Итак, близился один из последних спектаклей сезона — «Мамаша Кураж». Трудный в постановке и до сих пор технически не отработанный. Бригадир Кадержабек, феноменальная и целенаправленная память которого хранила монтаж декораций в спектаклях, лет десять назад сошедших с репертуара, уехал с оперой в гастрольную поездку по Италии, и на сцене вместо него стал хозяйничать Богумир Цельта.

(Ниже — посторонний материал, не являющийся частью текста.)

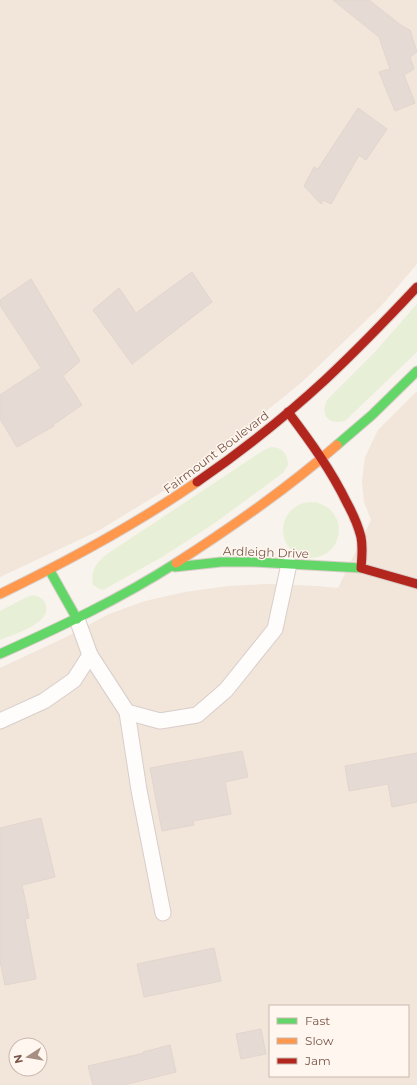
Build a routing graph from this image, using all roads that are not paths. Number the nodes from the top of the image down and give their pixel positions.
1 (417, 287) edge
2 (417, 371) edge
3 (288, 412) junction
4 (323, 458) junction
5 (289, 564) junction
6 (170, 568) junction
7 (361, 568) junction
8 (50, 570) junction
9 (417, 584) edge
10 (0, 594) edge
11 (77, 619) junction
12 (0, 654) edge
13 (90, 655) junction
14 (127, 712) junction
15 (0, 721) edge
16 (163, 913) dead end

1 - 3 main road, Fairmount Boulevard
2 - 4 main road
3 - 4 main road
3 - 8 main road, Fairmount Boulevard
4 - 6 main road
4 - 7 main road
5 - 6 main road, Ardleigh Drive
5 - 7 main road, Ardleigh Drive
5 - 14 lane
6 - 11 main road
7 - 9 main road, Ardleigh Drive
8 - 10 main road, Fairmount Boulevard
8 - 11 main road
11 - 12 main road
11 - 13 lane
13 - 14 lane
13 - 15 lane
14 - 16 lane

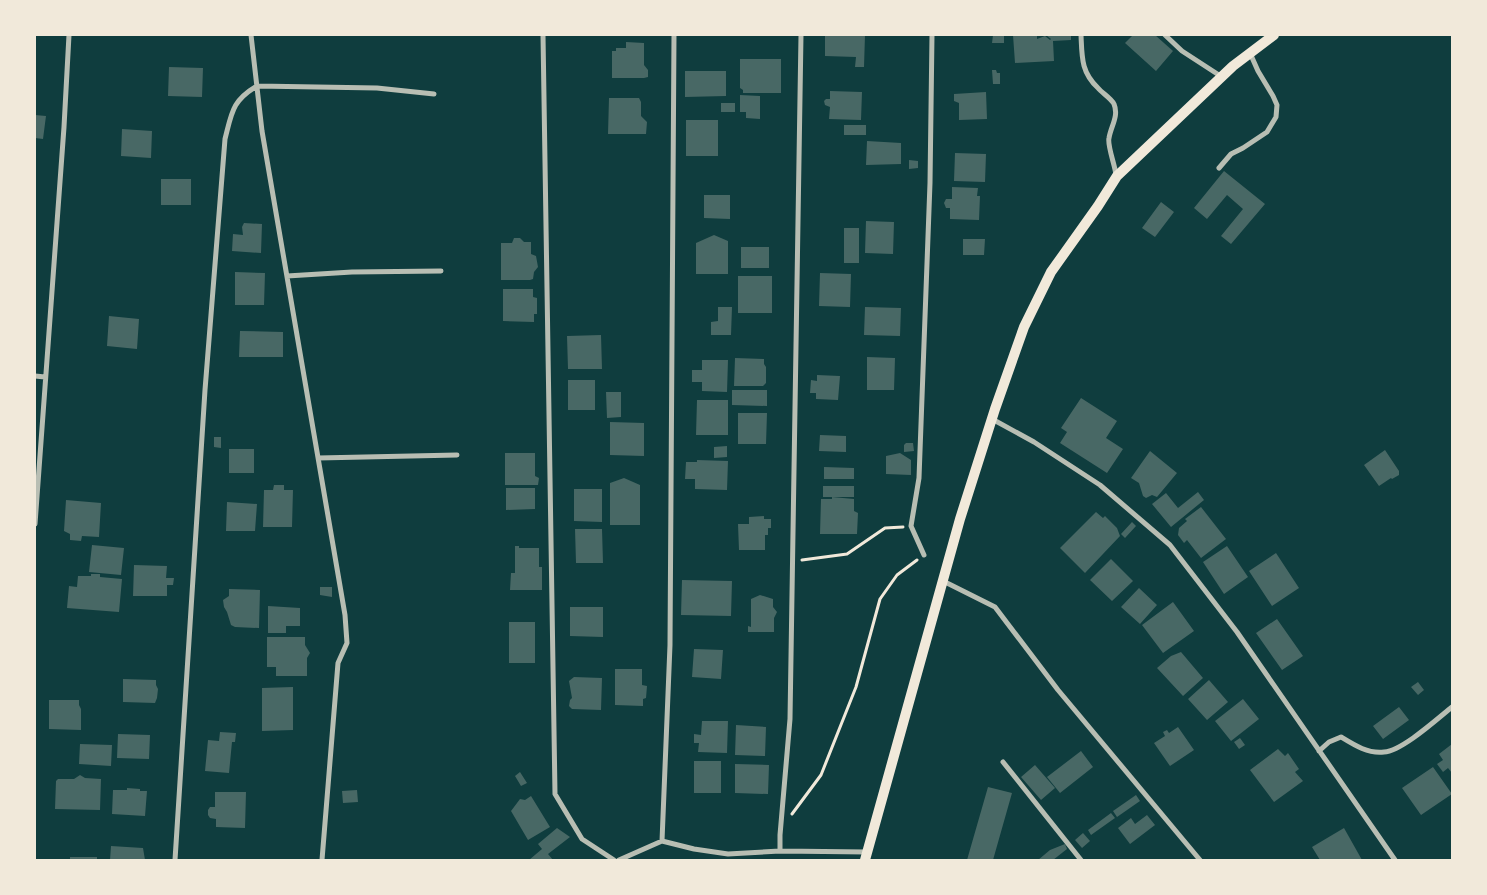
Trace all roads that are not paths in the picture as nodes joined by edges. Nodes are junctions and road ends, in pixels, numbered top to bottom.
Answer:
1 (69, 35) edge
2 (251, 35) edge
3 (543, 35) edge
4 (674, 35) edge
5 (801, 35) edge
6 (932, 35) edge
7 (1082, 35) edge
8 (1165, 35) edge
9 (1274, 35) edge
10 (1250, 54) junction
11 (1222, 77) junction
12 (257, 86) junction
13 (434, 94) dead end
14 (1219, 168) dead end
15 (1117, 176) junction
16 (441, 271) dead end
17 (287, 276) junction
18 (35, 376) edge
19 (45, 377) junction
20 (992, 419) junction
21 (457, 455) dead end
22 (318, 458) junction
23 (35, 524) edge
24 (924, 555) road end
25 (943, 581) junction
26 (1452, 708) edge
27 (1319, 751) junction
28 (1004, 762) dead end
29 (662, 841) junction
30 (780, 851) junction
31 (866, 856) edge
32 (175, 860) edge
33 (322, 860) edge
34 (614, 860) edge
35 (619, 860) edge
36 (1081, 860) edge
37 (1200, 860) edge
38 (1396, 860) edge

1 - 19 street
2 - 12 street
3 - 34 street
4 - 29 street
5 - 30 street
6 - 24 street
7 - 15 street
8 - 11 street
9 - 10 main road
10 - 11 main road
10 - 14 street
11 - 15 main road
12 - 13 street
12 - 17 street
12 - 32 street
15 - 20 main road
16 - 17 street
17 - 22 street
18 - 19 street
19 - 23 street
20 - 25 main road
20 - 27 street
21 - 22 street
22 - 33 street
25 - 31 main road
25 - 37 street
26 - 27 street
27 - 38 street
28 - 36 street
29 - 30 street
29 - 35 street
30 - 31 street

Респектабельная внешность и надменные манеры этого типа уже однажды нами обсуждались. Но самого по себе этого недостаточно, чтобы нарисовать его полный портрет. Богумир Цельта был экземпляр примечательный и принадлежал к тому сорту людей, которые способны удержаться на плаву в бушующих водах любого тревожного или смутного времени. Он был из тех, что всегда кстати оседлывают любое бревно либо крепкую бочку в надежде выбраться из политического водоворота на залитый солнцем брег некоей земли обетованной, где станут проводить свои дни в прочном гамаке под сенью пальм. Работать же на них, естественно, будут другие.